I 100% agree but we have the past to show, without a doubt, that Intuit has never lost a significant number of desktop customers when it stopped supporting TurboTax on deprecated versions of Windows. Instead they either upgrade, find a workaround, or migrate to online. They have few options since the other (all two of them) income tax prep consumer-level software companies adopt the same system requirements as TurboTax.
This has happened before and will happen again in the future.
I agree. Not only is Microsoft extending support for Windows 10, there are still about 35 to 40% of the computers in use are still running Windows 10.
@BRF125 wrote:I agree. Not only is Microsoft extending support for Windows 10, there are still about 35 to 40% of the computers in use are still running Windows 10.
What is your point?
First, we have already established that Intuit doesn't care. In fact, they would likely prefer that everyone migrate to online versions (higher profit margin). They've done this with past OSes and will do so in the future **without regard** to the pi**ing and moaning of their desktop user base.

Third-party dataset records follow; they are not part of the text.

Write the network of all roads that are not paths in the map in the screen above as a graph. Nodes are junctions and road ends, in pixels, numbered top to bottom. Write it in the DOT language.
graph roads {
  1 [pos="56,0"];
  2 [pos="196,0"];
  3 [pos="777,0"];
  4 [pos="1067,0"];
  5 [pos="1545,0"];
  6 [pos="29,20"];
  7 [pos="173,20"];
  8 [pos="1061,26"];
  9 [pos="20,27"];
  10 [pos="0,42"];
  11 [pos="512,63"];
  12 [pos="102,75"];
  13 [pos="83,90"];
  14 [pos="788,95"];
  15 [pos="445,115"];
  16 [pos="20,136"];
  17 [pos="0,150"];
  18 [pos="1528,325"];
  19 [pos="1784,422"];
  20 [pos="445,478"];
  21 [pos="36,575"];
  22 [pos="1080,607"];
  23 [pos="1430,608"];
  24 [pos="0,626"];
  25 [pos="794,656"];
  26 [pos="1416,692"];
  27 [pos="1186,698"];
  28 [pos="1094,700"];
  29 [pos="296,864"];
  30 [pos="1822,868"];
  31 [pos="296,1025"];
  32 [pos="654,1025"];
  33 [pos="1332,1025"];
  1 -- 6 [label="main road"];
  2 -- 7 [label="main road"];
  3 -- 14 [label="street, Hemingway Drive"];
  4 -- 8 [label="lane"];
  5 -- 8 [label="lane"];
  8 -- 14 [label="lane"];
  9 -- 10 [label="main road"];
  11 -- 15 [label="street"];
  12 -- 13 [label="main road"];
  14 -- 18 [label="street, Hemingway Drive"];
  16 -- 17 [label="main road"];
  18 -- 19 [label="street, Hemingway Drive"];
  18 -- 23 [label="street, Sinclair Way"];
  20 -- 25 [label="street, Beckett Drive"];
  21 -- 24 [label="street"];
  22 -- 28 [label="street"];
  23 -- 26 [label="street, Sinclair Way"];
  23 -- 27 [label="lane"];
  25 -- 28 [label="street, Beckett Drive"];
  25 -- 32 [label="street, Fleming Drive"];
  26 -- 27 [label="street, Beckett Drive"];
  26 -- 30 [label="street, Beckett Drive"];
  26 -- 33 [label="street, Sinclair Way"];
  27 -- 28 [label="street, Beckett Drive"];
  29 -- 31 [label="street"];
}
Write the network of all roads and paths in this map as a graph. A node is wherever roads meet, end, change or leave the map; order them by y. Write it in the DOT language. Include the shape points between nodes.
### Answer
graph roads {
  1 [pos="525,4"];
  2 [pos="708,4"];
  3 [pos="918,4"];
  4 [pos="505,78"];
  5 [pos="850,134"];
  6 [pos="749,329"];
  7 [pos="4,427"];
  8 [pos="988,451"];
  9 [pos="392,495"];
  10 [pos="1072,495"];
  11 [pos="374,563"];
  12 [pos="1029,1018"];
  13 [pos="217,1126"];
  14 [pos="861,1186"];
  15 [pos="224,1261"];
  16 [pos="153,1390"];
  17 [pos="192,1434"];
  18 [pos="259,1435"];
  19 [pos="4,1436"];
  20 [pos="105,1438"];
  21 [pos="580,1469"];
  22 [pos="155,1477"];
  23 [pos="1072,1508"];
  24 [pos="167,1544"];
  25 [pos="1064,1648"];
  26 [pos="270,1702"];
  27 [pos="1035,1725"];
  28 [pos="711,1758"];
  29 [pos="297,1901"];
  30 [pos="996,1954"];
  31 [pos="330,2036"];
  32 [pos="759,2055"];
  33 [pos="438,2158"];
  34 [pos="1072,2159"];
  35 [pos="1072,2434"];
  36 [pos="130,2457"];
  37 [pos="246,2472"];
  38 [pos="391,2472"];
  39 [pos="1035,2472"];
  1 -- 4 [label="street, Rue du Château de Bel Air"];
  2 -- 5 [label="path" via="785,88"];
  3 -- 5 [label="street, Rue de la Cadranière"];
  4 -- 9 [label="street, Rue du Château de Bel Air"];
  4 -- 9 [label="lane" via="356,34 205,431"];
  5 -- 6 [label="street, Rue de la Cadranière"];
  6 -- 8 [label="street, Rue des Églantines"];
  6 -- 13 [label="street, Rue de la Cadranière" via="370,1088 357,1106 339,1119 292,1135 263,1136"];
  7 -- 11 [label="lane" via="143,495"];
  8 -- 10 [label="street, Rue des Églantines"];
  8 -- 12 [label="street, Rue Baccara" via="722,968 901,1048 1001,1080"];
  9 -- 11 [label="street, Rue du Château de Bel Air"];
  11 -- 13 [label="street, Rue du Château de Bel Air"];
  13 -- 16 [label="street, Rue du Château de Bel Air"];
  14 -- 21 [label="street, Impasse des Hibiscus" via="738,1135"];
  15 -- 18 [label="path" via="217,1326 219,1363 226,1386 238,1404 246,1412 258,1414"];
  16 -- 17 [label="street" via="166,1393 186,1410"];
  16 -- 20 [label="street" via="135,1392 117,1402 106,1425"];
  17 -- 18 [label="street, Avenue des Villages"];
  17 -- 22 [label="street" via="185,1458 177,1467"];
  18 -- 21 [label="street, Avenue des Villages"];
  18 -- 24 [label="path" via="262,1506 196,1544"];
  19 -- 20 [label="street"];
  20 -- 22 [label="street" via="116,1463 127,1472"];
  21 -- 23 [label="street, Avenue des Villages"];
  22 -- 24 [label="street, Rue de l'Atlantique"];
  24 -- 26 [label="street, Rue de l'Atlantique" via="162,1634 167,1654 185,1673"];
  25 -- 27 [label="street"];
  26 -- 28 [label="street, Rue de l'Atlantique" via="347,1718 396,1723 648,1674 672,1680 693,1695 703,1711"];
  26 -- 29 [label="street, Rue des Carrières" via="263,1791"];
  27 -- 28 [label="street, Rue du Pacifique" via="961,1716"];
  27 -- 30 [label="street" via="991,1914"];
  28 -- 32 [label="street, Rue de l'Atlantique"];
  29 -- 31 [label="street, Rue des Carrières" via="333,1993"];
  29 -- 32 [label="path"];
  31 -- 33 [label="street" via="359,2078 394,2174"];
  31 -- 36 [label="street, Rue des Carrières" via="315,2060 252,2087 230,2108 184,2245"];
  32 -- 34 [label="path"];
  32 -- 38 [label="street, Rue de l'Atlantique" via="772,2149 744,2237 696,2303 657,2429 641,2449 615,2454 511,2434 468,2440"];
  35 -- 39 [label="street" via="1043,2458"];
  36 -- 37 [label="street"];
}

Second, other income tax prep companies (H&R Block and TaxAct) will likely adopt exactly the same system requirements as Intuit for their desktop software. Then what?
Finally, there is really no way to determine, at this time, whether or not TurboTax will work (run) on Windows 10 without issue OR if Intuit will simply not provide support if those who are running a desktop version on Windows 10 experience issues.